Zweites Buch: Einleitung, Werdegang

„Welches Unglück, ein Weib zu sein! Und doch liegt das größte Unglück darin, daß das Weib es nicht faßt.“
S. Kierkegaard

„Halb Opfer, halb Mitschuldige, wie wir alle.“
J.-P. Sartre

Die Frau von heute ist im Begriff, den Mythos der Weiblichkeit außer Kraft zu setzen. Sie beginnt, ihre Unabhängigkeit konkret zu behaupten, jedoch gelingt es ihr nicht mühelos, ihr Menschsein voll auszuleben. Von Frauen in einer weiblichen Welt erzogen, ist ihr übliches Schicksal die Ehe, die sie dem Mann praktisch noch immer unterordnet. Das männliche Prestige ist keineswegs erloschen, es stützt sich weiterhin auf solide ökonomische und gesellschaftliche Grundlagen. Darum muß das herkömmliche Los der Frau sorgfältig untersucht werden. Wie sie ihr Frausein erlernt, wie sie es empfindet, in welches Universum sie eingeschlossen ist und welche Fluchten ihr erlaubt sind, all das werde ich zu beschreiben versuchen. Erst dann können wir begreifen, welche Probleme sich denen stellen, die sich, belastet mit dem Erbe einer schweren Vergangenheit, um die Gestaltung einer neuen Zukunft bemühen.

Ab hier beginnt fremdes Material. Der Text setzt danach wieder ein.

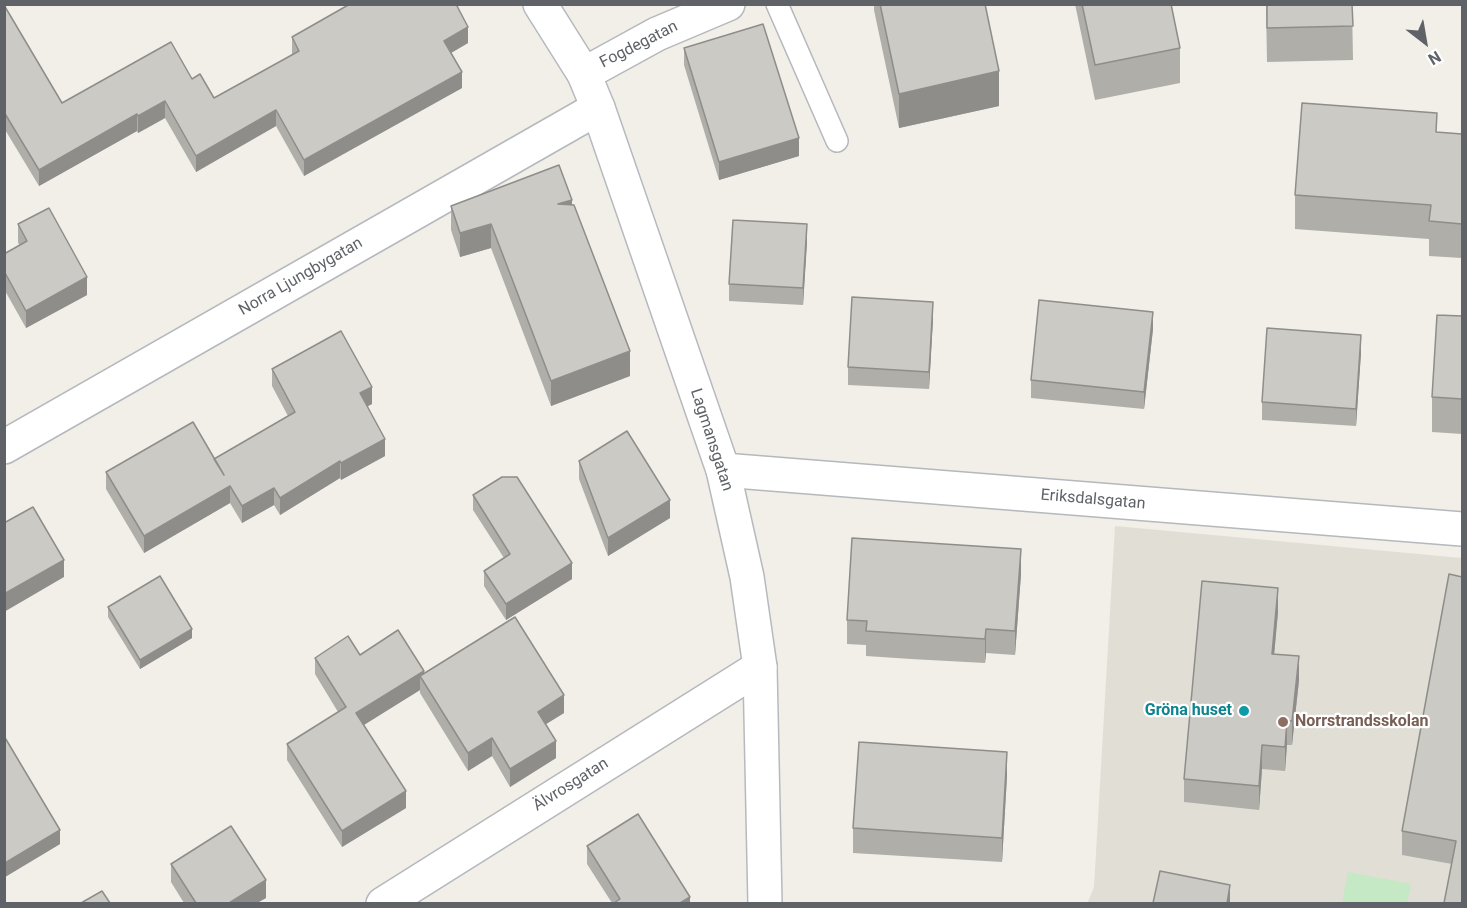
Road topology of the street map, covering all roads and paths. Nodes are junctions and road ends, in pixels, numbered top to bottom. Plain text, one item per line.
1 (540, 4) edge
2 (728, 4) edge
3 (777, 4) edge
4 (584, 74) junction
5 (598, 108) junction
6 (837, 141) dead end
7 (4, 447) edge
8 (723, 470) junction
9 (1462, 530) edge
10 (760, 667) junction
11 (383, 903) edge
12 (765, 903) edge

1 - 4 street, Lagmansgatan
2 - 4 street, Fogdegatan
3 - 6 lane
4 - 5 street, Lagmansgatan
5 - 7 street, Norra Ljungbygatan
5 - 8 street, Lagmansgatan
8 - 9 street, Eriksdalsgatan
8 - 10 street, Lagmansgatan
10 - 11 street, Älvrosgatan
10 - 12 street, Lagmansgatan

Wenn ich die Wörter „Frau“ oder „weiblich“ gebrauche, meine ich selbstverständlich keinen Archetypus, kein unveränderliches Wesen. Die meisten meiner Behauptungen beziehen sich auf den gegenwärtigen Stand der Erziehung und der Sitten. Es geht hier nicht darum, ewige Wahrheiten auszusprechen. Vielmehr soll der gemeinsame Hintergrund beschrieben werden, von dem sich jede einzelne weibliche Existenz abhebt.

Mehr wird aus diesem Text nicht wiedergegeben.